_ACTIVITY_:
Of the lines below, count those containing the word "edges". Reply with the number alone.

DATA TO PROCESS below:

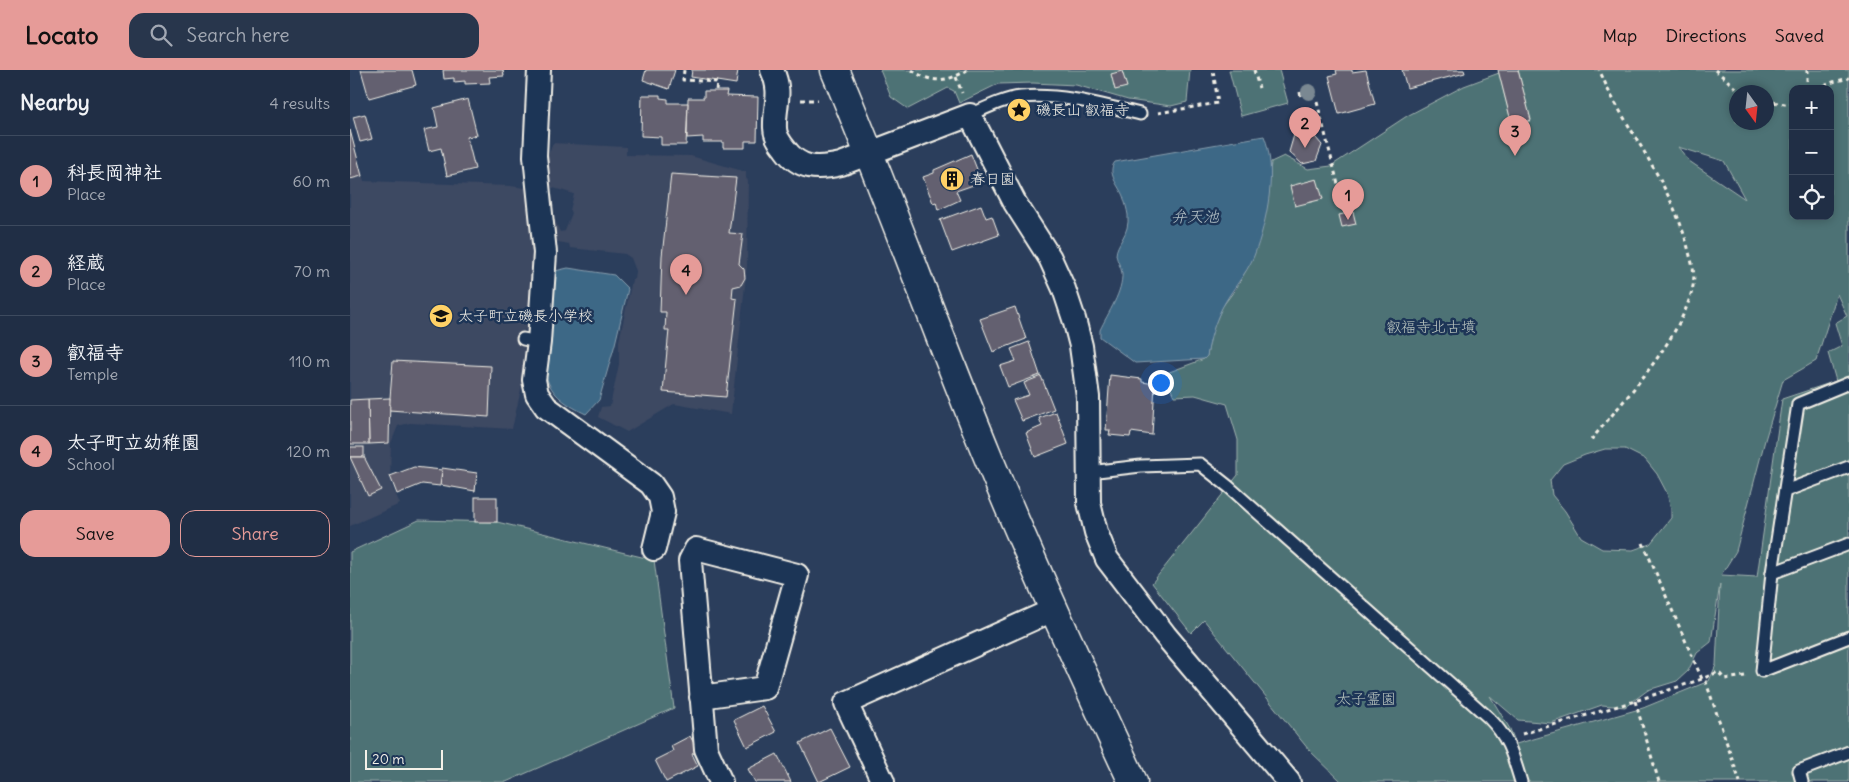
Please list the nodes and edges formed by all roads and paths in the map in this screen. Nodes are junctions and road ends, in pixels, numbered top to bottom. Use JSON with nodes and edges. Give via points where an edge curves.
{"nodes":[{"id":1,"x":539,"y":70,"type":"edge"},
{"id":2,"x":684,"y":70,"type":"edge"},
{"id":3,"x":772,"y":70,"type":"edge"},
{"id":4,"x":835,"y":70,"type":"edge"},
{"id":5,"x":912,"y":70,"type":"edge"},
{"id":6,"x":967,"y":70,"type":"edge"},
{"id":7,"x":1213,"y":70,"type":"edge"},
{"id":8,"x":1254,"y":70,"type":"edge"},
{"id":9,"x":1599,"y":70,"type":"edge"},
{"id":10,"x":1715,"y":70,"type":"edge"},
{"id":11,"x":1807,"y":70,"type":"edge"},
{"id":12,"x":1849,"y":78,"type":"edge"},
{"id":13,"x":1733,"y":85,"type":"edge"},
{"id":14,"x":1806,"y":85,"type":"edge"},
{"id":15,"x":1826,"y":85,"type":"edge"},
{"id":16,"x":1259,"y":88,"type":"dead end"},
{"id":17,"x":716,"y":91,"type":"dead end"},
{"id":18,"x":1300,"y":92,"type":"dead end"},
{"id":19,"x":1302,"y":98,"type":"dead end"},
{"id":20,"x":791,"y":100,"type":"dead end"},
{"id":21,"x":821,"y":100,"type":"dead end"},
{"id":22,"x":1317,"y":102,"type":"dead end"},
{"id":23,"x":1774,"y":102,"type":"edge"},
{"id":24,"x":1789,"y":104,"type":"edge"},
{"id":25,"x":1140,"y":114,"type":"joint"},
{"id":26,"x":970,"y":115,"type":"junction"},
{"id":27,"x":870,"y":154,"type":"junction"},
{"id":28,"x":1341,"y":196,"type":"dead end"},
{"id":29,"x":1849,"y":384,"type":"edge"},
{"id":30,"x":1591,"y":440,"type":"dead end"},
{"id":31,"x":1849,"y":467,"type":"edge"},
{"id":32,"x":1089,"y":472,"type":"junction"},
{"id":33,"x":1785,"y":491,"type":"junction"},
{"id":34,"x":1643,"y":543,"type":"dead end"},
{"id":35,"x":1849,"y":544,"type":"edge"},
{"id":36,"x":654,"y":549,"type":"dead end"},
{"id":37,"x":1772,"y":572,"type":"junction"},
{"id":38,"x":1053,"y":610,"type":"junction"},
{"id":39,"x":1849,"y":637,"type":"edge"},
{"id":40,"x":1733,"y":678,"type":"dead end"},
{"id":41,"x":1702,"y":679,"type":"junction"},
{"id":42,"x":701,"y":697,"type":"junction"},
{"id":43,"x":1635,"y":701,"type":"junction"},
{"id":44,"x":1507,"y":739,"type":"junction"},
{"id":45,"x":1849,"y":752,"type":"edge"},
{"id":46,"x":714,"y":780,"type":"edge"},
{"id":47,"x":883,"y":782,"type":"edge"},
{"id":48,"x":1133,"y":782,"type":"edge"},
{"id":49,"x":1289,"y":782,"type":"edge"},
{"id":50,"x":1521,"y":782,"type":"edge"},
{"id":51,"x":1659,"y":782,"type":"edge"},
{"id":52,"x":1740,"y":782,"type":"edge"},
{"id":53,"x":1802,"y":782,"type":"edge"}],
"edges":[{"from":1,"to":36,"type":"street","via":[[535,156],[545,253],[531,340],[537,394],[546,407],[651,484],[660,497],[663,512]]},
{"from":2,"to":17,"type":"path","via":[[683,80],[717,82]]},
{"from":3,"to":27,"type":"street","via":[[778,86],[775,128],[778,140],[790,156],[804,166],[823,168]]},
{"from":4,"to":27,"type":"street"},
{"from":5,"to":6,"type":"path","via":[[932,80],[956,77]]},
{"from":7,"to":25,"type":"path","via":[[1218,103]]},
{"from":8,"to":16,"type":"path"},
{"from":9,"to":30,"type":"path","via":[[1678,214],[1694,271],[1693,286],[1683,315],[1669,340],[1641,380]]},
{"from":10,"to":13,"type":"path"},
{"from":11,"to":14,"type":"path"},
{"from":12,"to":15,"type":"path"},
{"from":18,"to":19,"type":"path"},
{"from":20,"to":21,"type":"path"},
{"from":22,"to":28,"type":"path"},
{"from":23,"to":24,"type":"path"},
{"from":25,"to":26,"type":"lane","via":[[1062,98],[1021,97]]},
{"from":26,"to":27,"type":"street"},
{"from":26,"to":32,"type":"street","via":[[1064,289],[1081,346],[1088,397]]},
{"from":27,"to":38,"type":"street","via":[[986,452]]},
{"from":29,"to":33,"type":"lane","via":[[1798,404]]},
{"from":31,"to":33,"type":"lane"},
{"from":32,"to":44,"type":"lane","via":[[1200,464],[1482,711]]},
{"from":32,"to":49,"type":"street","via":[[1089,504],[1107,559],[1165,635]]},
{"from":33,"to":37,"type":"lane"},
{"from":34,"to":41,"type":"path"},
{"from":35,"to":37,"type":"lane"},
{"from":37,"to":39,"type":"lane","via":[[1762,672]]},
{"from":38,"to":47,"type":"street","via":[[846,704]]},
{"from":38,"to":48,"type":"street"},
{"from":40,"to":41,"type":"path","via":[[1725,679],[1718,672]]},
{"from":41,"to":43,"type":"path"},
{"from":41,"to":52,"type":"path","via":[[1706,682]]},
{"from":42,"to":42,"type":"street","via":[[690,561],[696,549],[797,575],[765,688]]},
{"from":42,"to":46,"type":"street","via":[[706,749]]},
{"from":43,"to":44,"type":"path"},
{"from":43,"to":51,"type":"path"},
{"from":44,"to":50,"type":"lane"},
{"from":45,"to":53,"type":"lane","via":[[1799,771]]}]}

End of DATA TO PROCESS.

_EXERCISE SOLUTION_:
2